Wer sagt, dass Vorlesungen der Geisteswissenschaften langweilig sein müssen? Der Konstanzer "Geistes-Slam" beweist das genaue Gegenteil: Angelehnt an den Poetry-Slam werden hier die großen Themen jeweils in schnellen acht Minuten abgehandelt - Publikumserfolg garantiert.

Von Thomas Wagner | 24.11.2011
    "Es wurde angekündigt, dass das auch der Laie versteht."

    "Ich bin selber Geisteswissenschaftler. Aber ich habe manchmal den Eindruck, gerade in Richtung Philosophie, Soziologie, dass der Laie das, wenn er die Fachbegriffe nicht kennt, in der Regel nicht versteht."

    "Ich dachte, ich find' das mal ganz spannend, wie jemand in acht Minuten etwas präsentiert, sodass man hinterher sagt: Hey, wirklich spannend – das lohnt sich, darüber weiter zu forschen, sich da dranzuhängen, sich darum zu kümmern."

    "Also ich darf Sie und Euch zu allerersten Geistes-Slam überhaupt begrüßen."

    Auftakt zu einer Premiere, Auftakt zum ersten Konstanzer "Geistes-Slam": Fünf Geisteswissenschaftler geben Einblicke in ihr Forschungsgebiet.
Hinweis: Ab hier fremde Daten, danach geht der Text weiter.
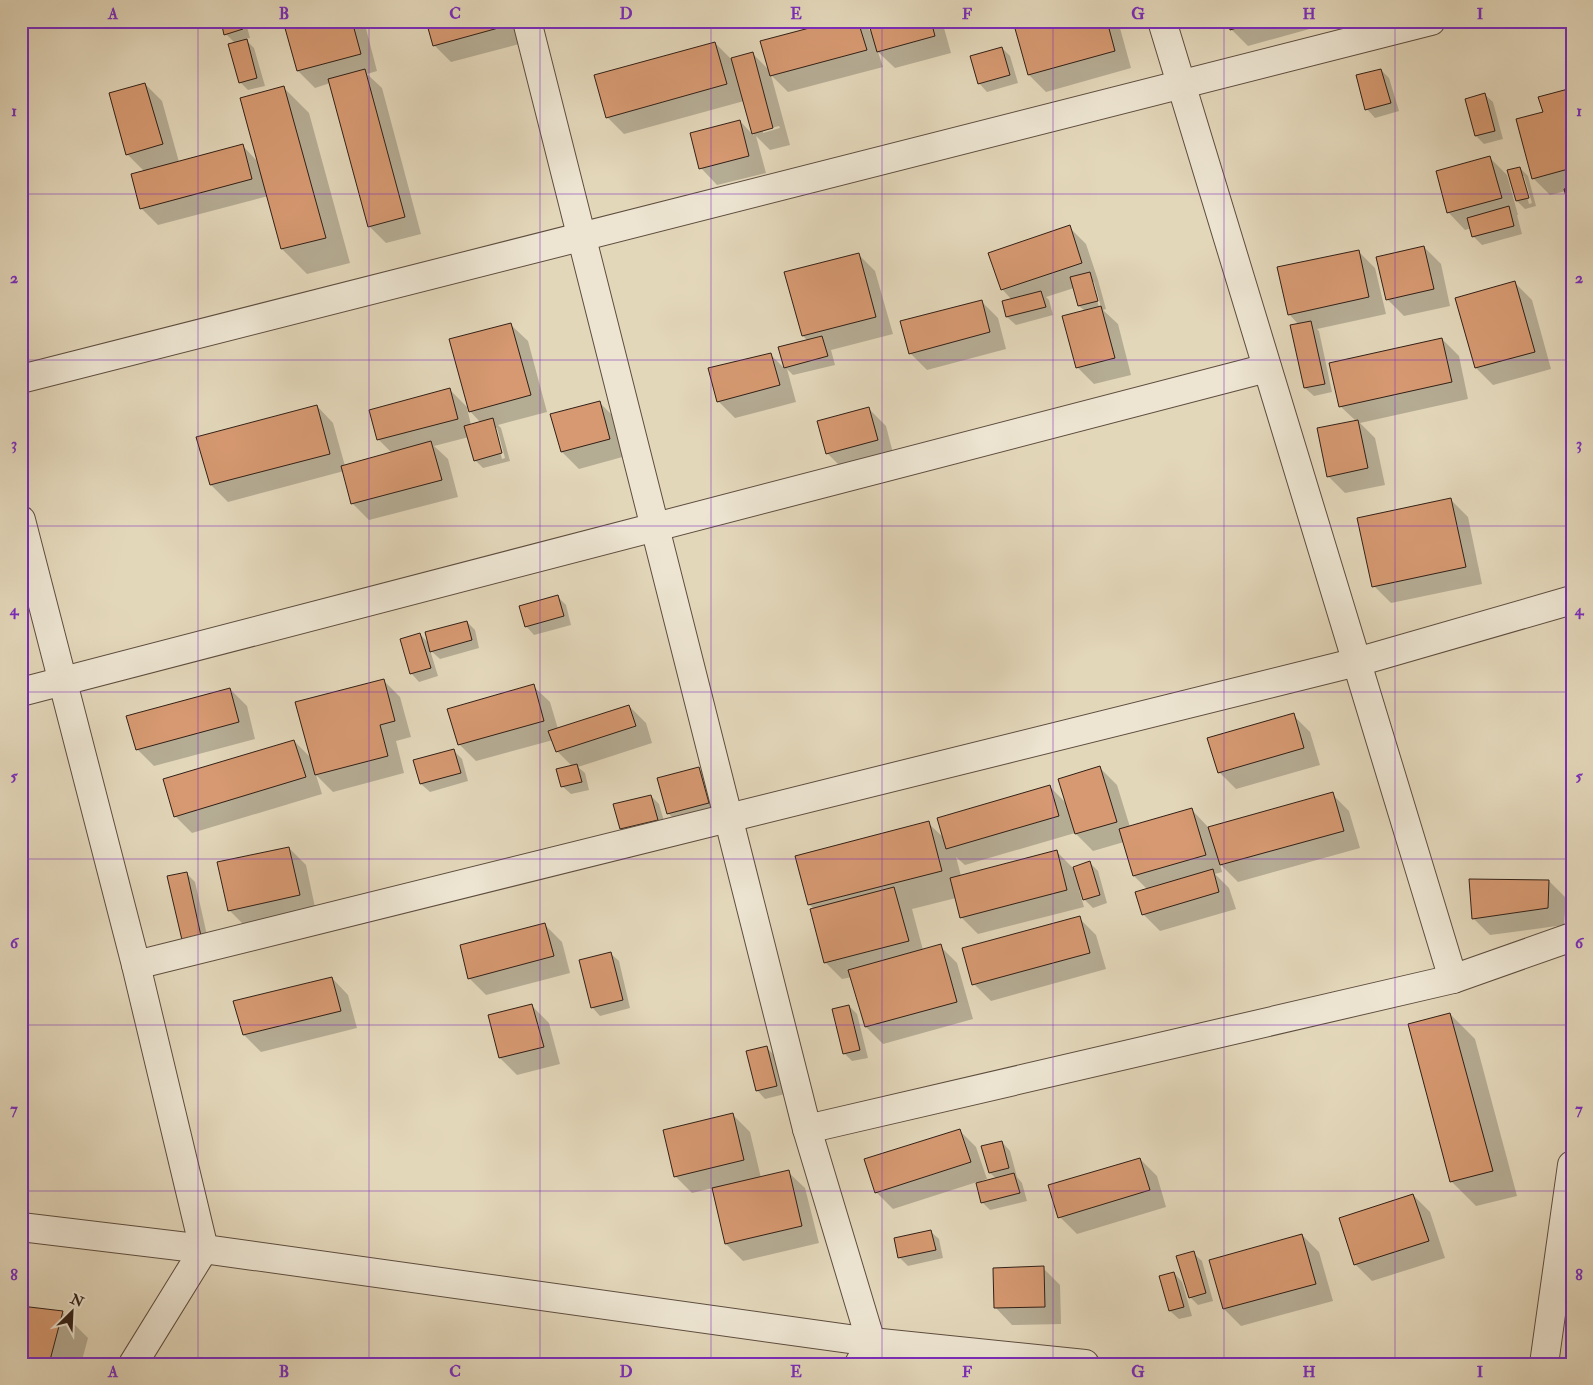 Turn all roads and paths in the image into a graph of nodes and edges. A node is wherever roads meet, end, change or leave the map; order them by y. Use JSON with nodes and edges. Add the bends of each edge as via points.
{"nodes":[{"id":1,"x":527,"y":21,"type":"edge"},
{"id":2,"x":1162,"y":21,"type":"edge"},
{"id":3,"x":1432,"y":21,"type":"edge"},
{"id":4,"x":1182,"y":85,"type":"junction"},
{"id":5,"x":580,"y":237,"type":"junction"},
{"id":6,"x":1267,"y":368,"type":"junction"},
{"id":7,"x":21,"y":379,"type":"edge"},
{"id":8,"x":21,"y":520,"type":"edge"},
{"id":9,"x":655,"y":526,"type":"junction"},
{"id":10,"x":1572,"y":600,"type":"edge"},
{"id":11,"x":1357,"y":662,"type":"junction"},
{"id":12,"x":62,"y":681,"type":"junction"},
{"id":13,"x":21,"y":692,"type":"edge"},
{"id":14,"x":729,"y":818,"type":"junction"},
{"id":15,"x":1572,"y":936,"type":"edge"},
{"id":16,"x":136,"y":965,"type":"junction"},
{"id":17,"x":1453,"y":978,"type":"junction"},
{"id":18,"x":807,"y":1129,"type":"junction"},
{"id":19,"x":1572,"y":1164,"type":"edge"},
{"id":20,"x":21,"y":1227,"type":"edge"},
{"id":21,"x":204,"y":1249,"type":"junction"},
{"id":22,"x":865,"y":1353,"type":"edge"},
{"id":23,"x":133,"y":1364,"type":"edge"},
{"id":24,"x":1085,"y":1364,"type":"edge"},
{"id":25,"x":1544,"y":1364,"type":"edge"}],
"edges":[{"from":1,"to":5,"type":"street"},
{"from":2,"to":4,"type":"street"},
{"from":3,"to":4,"type":"street"},
{"from":4,"to":5,"type":"street"},
{"from":4,"to":6,"type":"street"},
{"from":5,"to":7,"type":"street"},
{"from":5,"to":9,"type":"street"},
{"from":6,"to":9,"type":"street"},
{"from":6,"to":11,"type":"street"},
{"from":8,"to":12,"type":"street"},
{"from":9,"to":12,"type":"street"},
{"from":9,"to":14,"type":"street"},
{"from":10,"to":11,"type":"street"},
{"from":11,"to":14,"type":"street"},
{"from":11,"to":17,"type":"street"},
{"from":12,"to":13,"type":"street"},
{"from":12,"to":16,"type":"street"},
{"from":14,"to":16,"type":"street"},
{"from":14,"to":18,"type":"street"},
{"from":15,"to":17,"type":"street"},
{"from":16,"to":21,"type":"street"},
{"from":17,"to":18,"type":"street"},
{"from":18,"to":22,"type":"street"},
{"from":19,"to":25,"type":"street"},
{"from":20,"to":21,"type":"street"},
{"from":21,"to":22,"type":"street"},
{"from":21,"to":23,"type":"street"},
{"from":22,"to":24,"type":"street"}]}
Doch alles ist anders als in der regulären Vorlesung: Die Vortragszeit darf acht Minuten nicht übersteigen. Und selbst diejenigen, die mit Geisteswissenschaften überhaupt nichts am Hut haben, sollen verstehen, um was es geht – und nach Möglichkeit auch noch Spaß am Thema finden. Kostprobe gefällig?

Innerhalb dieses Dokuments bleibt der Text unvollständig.